*** Opening of RAW DATA ***
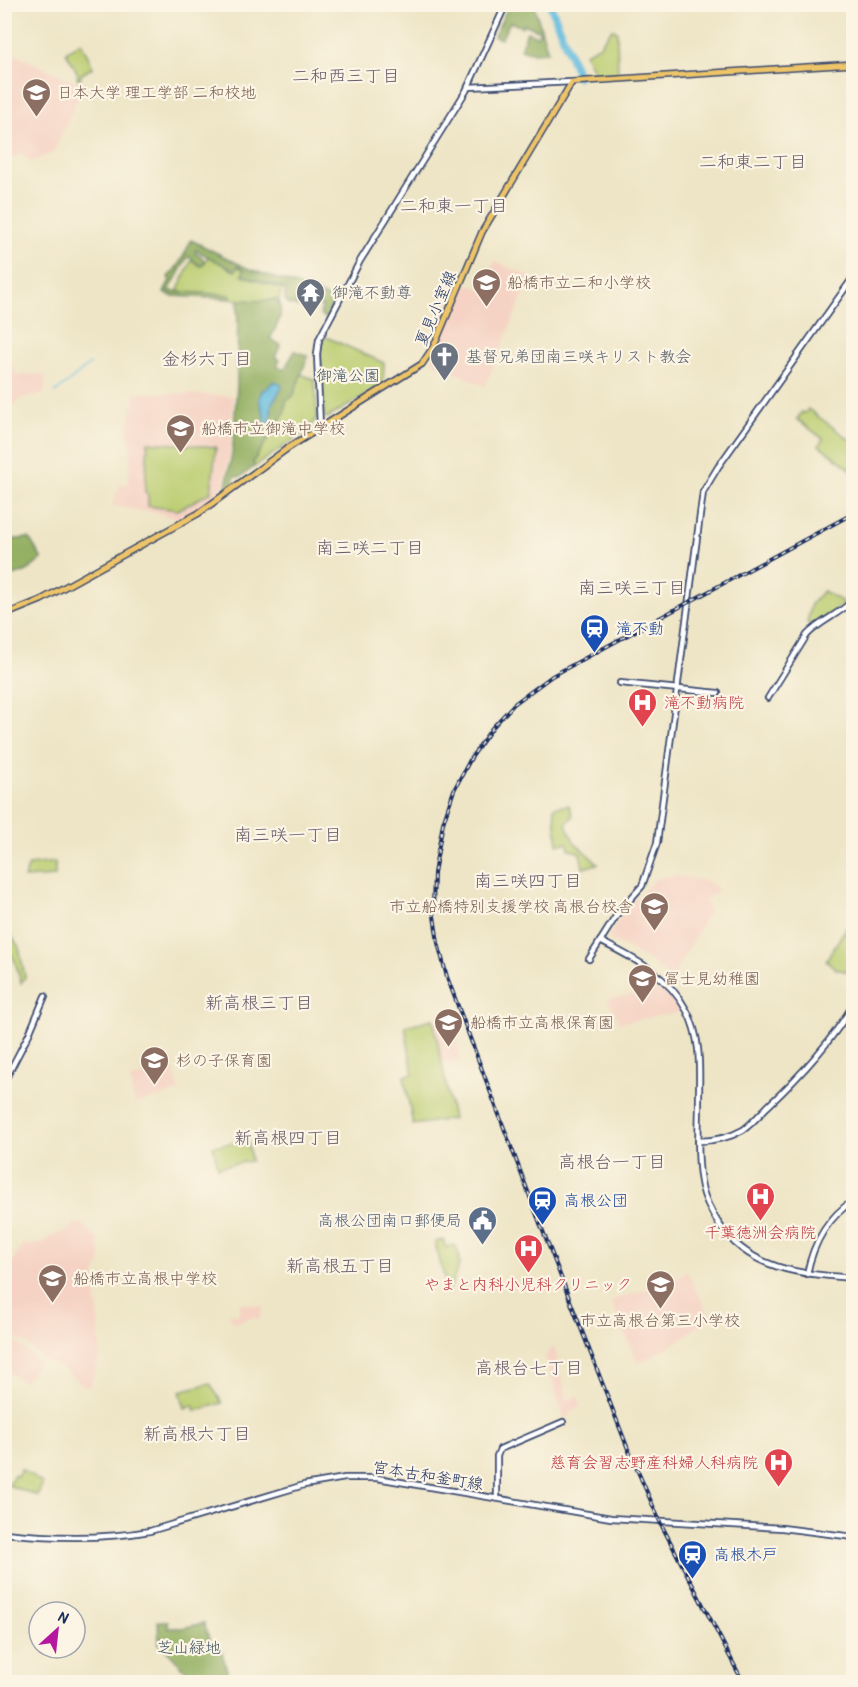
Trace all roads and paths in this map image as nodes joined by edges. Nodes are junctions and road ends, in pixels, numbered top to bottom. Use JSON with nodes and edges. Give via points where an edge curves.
{"nodes":[{"id":1,"x":506,"y":4,"type":"edge"},
{"id":2,"x":854,"y":64,"type":"edge"},
{"id":3,"x":572,"y":82,"type":"junction"},
{"id":4,"x":468,"y":87,"type":"junction"},
{"id":5,"x":854,"y":276,"type":"edge"},
{"id":6,"x":320,"y":427,"type":"junction"},
{"id":7,"x":854,"y":598,"type":"edge"},
{"id":8,"x":4,"y":615,"type":"edge"},
{"id":9,"x":620,"y":683,"type":"dead end"},
{"id":10,"x":677,"y":689,"type":"junction"},
{"id":11,"x":718,"y":693,"type":"dead end"},
{"id":12,"x":768,"y":698,"type":"dead end"},
{"id":13,"x":600,"y":941,"type":"junction"},
{"id":14,"x":589,"y":959,"type":"dead end"},
{"id":15,"x":45,"y":996,"type":"dead end"},
{"id":16,"x":854,"y":1003,"type":"edge"},
{"id":17,"x":4,"y":1082,"type":"edge"},
{"id":18,"x":698,"y":1141,"type":"junction"},
{"id":19,"x":854,"y":1200,"type":"edge"},
{"id":20,"x":807,"y":1274,"type":"junction"},
{"id":21,"x":854,"y":1278,"type":"edge"},
{"id":22,"x":563,"y":1422,"type":"dead end"},
{"id":23,"x":496,"y":1498,"type":"junction"},
{"id":24,"x":4,"y":1533,"type":"edge"},
{"id":25,"x":854,"y":1537,"type":"edge"}],
"edges":[{"from":1,"to":4,"type":"street"},
{"from":2,"to":3,"type":"main road"},
{"from":3,"to":4,"type":"street"},
{"from":3,"to":6,"type":"main road","name":"夏見小室線","via":[[482,232],[428,357],[410,373]]},
{"from":4,"to":6,"type":"street","via":[[360,261],[318,342]]},
{"from":5,"to":10,"type":"street","via":[[704,489]]},
{"from":6,"to":8,"type":"main road","name":"夏見小室線","via":[[199,513],[34,603]]},
{"from":7,"to":12,"type":"street","via":[[807,635]]},
{"from":9,"to":10,"type":"street"},
{"from":10,"to":11,"type":"street"},
{"from":10,"to":13,"type":"street","via":[[653,857],[639,890]]},
{"from":13,"to":14,"type":"street"},
{"from":13,"to":18,"type":"street","via":[[651,969],[670,986],[688,1013],[700,1060]]},
{"from":15,"to":17,"type":"street"},
{"from":16,"to":18,"type":"street","via":[[839,1028],[791,1085],[749,1125],[724,1138]]},
{"from":18,"to":20,"type":"street","via":[[704,1196],[725,1233],[759,1260]]},
{"from":19,"to":20,"type":"street","via":[[835,1216],[816,1243]]},
{"from":20,"to":21,"type":"street"},
{"from":22,"to":23,"type":"street","via":[[501,1449],[497,1456]]},
{"from":23,"to":24,"type":"street","name":"宮本古和釜町線","via":[[406,1481],[360,1477],[304,1485],[135,1533]]},
{"from":23,"to":25,"type":"street","name":"宮本古和釜町線","via":[[611,1518],[758,1526]]}]}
*** Close of RAW DATA ***
*ACTIVITY*. From the first line to the last, set down the records above exactly and skip the pictures.

*EXERCISE RESPONSE*.
Trace all roads and paths in this map image as nodes joined by edges. Nodes are junctions and road ends, in pixels, numbered top to bottom. Use JSON with nodes and edges. Give via points where an edge curves.
{"nodes":[{"id":1,"x":506,"y":4,"type":"edge"},
{"id":2,"x":854,"y":64,"type":"edge"},
{"id":3,"x":572,"y":82,"type":"junction"},
{"id":4,"x":468,"y":87,"type":"junction"},
{"id":5,"x":854,"y":276,"type":"edge"},
{"id":6,"x":320,"y":427,"type":"junction"},
{"id":7,"x":854,"y":598,"type":"edge"},
{"id":8,"x":4,"y":615,"type":"edge"},
{"id":9,"x":620,"y":683,"type":"dead end"},
{"id":10,"x":677,"y":689,"type":"junction"},
{"id":11,"x":718,"y":693,"type":"dead end"},
{"id":12,"x":768,"y":698,"type":"dead end"},
{"id":13,"x":600,"y":941,"type":"junction"},
{"id":14,"x":589,"y":959,"type":"dead end"},
{"id":15,"x":45,"y":996,"type":"dead end"},
{"id":16,"x":854,"y":1003,"type":"edge"},
{"id":17,"x":4,"y":1082,"type":"edge"},
{"id":18,"x":698,"y":1141,"type":"junction"},
{"id":19,"x":854,"y":1200,"type":"edge"},
{"id":20,"x":807,"y":1274,"type":"junction"},
{"id":21,"x":854,"y":1278,"type":"edge"},
{"id":22,"x":563,"y":1422,"type":"dead end"},
{"id":23,"x":496,"y":1498,"type":"junction"},
{"id":24,"x":4,"y":1533,"type":"edge"},
{"id":25,"x":854,"y":1537,"type":"edge"}],
"edges":[{"from":1,"to":4,"type":"street"},
{"from":2,"to":3,"type":"main road"},
{"from":3,"to":4,"type":"street"},
{"from":3,"to":6,"type":"main road","name":"夏見小室線","via":[[482,232],[428,357],[410,373]]},
{"from":4,"to":6,"type":"street","via":[[360,261],[318,342]]},
{"from":5,"to":10,"type":"street","via":[[704,489]]},
{"from":6,"to":8,"type":"main road","name":"夏見小室線","via":[[199,513],[34,603]]},
{"from":7,"to":12,"type":"street","via":[[807,635]]},
{"from":9,"to":10,"type":"street"},
{"from":10,"to":11,"type":"street"},
{"from":10,"to":13,"type":"street","via":[[653,857],[639,890]]},
{"from":13,"to":14,"type":"street"},
{"from":13,"to":18,"type":"street","via":[[651,969],[670,986],[688,1013],[700,1060]]},
{"from":15,"to":17,"type":"street"},
{"from":16,"to":18,"type":"street","via":[[839,1028],[791,1085],[749,1125],[724,1138]]},
{"from":18,"to":20,"type":"street","via":[[704,1196],[725,1233],[759,1260]]},
{"from":19,"to":20,"type":"street","via":[[835,1216],[816,1243]]},
{"from":20,"to":21,"type":"street"},
{"from":22,"to":23,"type":"street","via":[[501,1449],[497,1456]]},
{"from":23,"to":24,"type":"street","name":"宮本古和釜町線","via":[[406,1481],[360,1477],[304,1485],[135,1533]]},
{"from":23,"to":25,"type":"street","name":"宮本古和釜町線","via":[[611,1518],[758,1526]]}]}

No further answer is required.